__Goal of the exercise__: Everything in the records except the pictures needs to be printed again exactly.

__Material supplied__:
☆ ☆ ☆

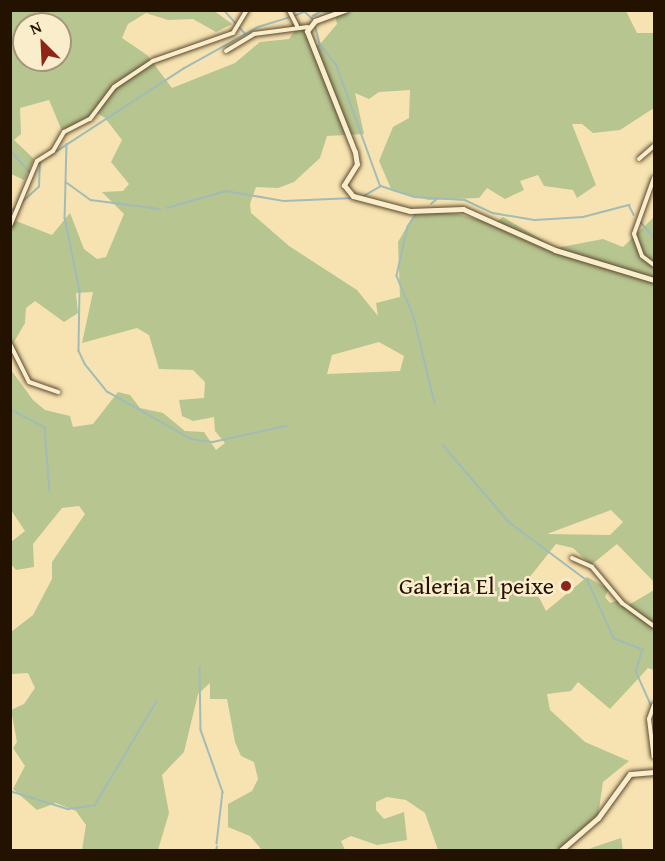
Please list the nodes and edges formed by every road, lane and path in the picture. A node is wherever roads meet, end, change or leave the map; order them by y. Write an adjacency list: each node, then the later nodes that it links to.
1 (247, 10): 10 (street)
2 (289, 10): 4 (street)
3 (345, 10): 5 (street)
4 (297, 27): 5 (street); 6 (street)
5 (308, 27): 12 (street)
6 (226, 51)
7 (654, 146): 8 (street)
8 (639, 159)
9 (654, 178): 11 (street)
10 (10, 226)
11 (654, 266)
12 (654, 280)
13 (10, 344): 14 (street)
14 (57, 392)
15 (572, 558): 16 (street)
16 (654, 626)
17 (654, 705): 18 (street)
18 (654, 757)
19 (654, 770): 20 (street)
20 (561, 850)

☆ ☆ ☆

__Worked solution__:
Please list the nodes and edges formed by every road, lane and path in the picture. A node is wherever roads meet, end, change or leave the map; order them by y. Write an adjacency list: each node, then the later nodes that it links to.
1 (247, 10): 10 (street)
2 (289, 10): 4 (street)
3 (345, 10): 5 (street)
4 (297, 27): 5 (street); 6 (street)
5 (308, 27): 12 (street)
6 (226, 51)
7 (654, 146): 8 (street)
8 (639, 159)
9 (654, 178): 11 (street)
10 (10, 226)
11 (654, 266)
12 (654, 280)
13 (10, 344): 14 (street)
14 (57, 392)
15 (572, 558): 16 (street)
16 (654, 626)
17 (654, 705): 18 (street)
18 (654, 757)
19 (654, 770): 20 (street)
20 (561, 850)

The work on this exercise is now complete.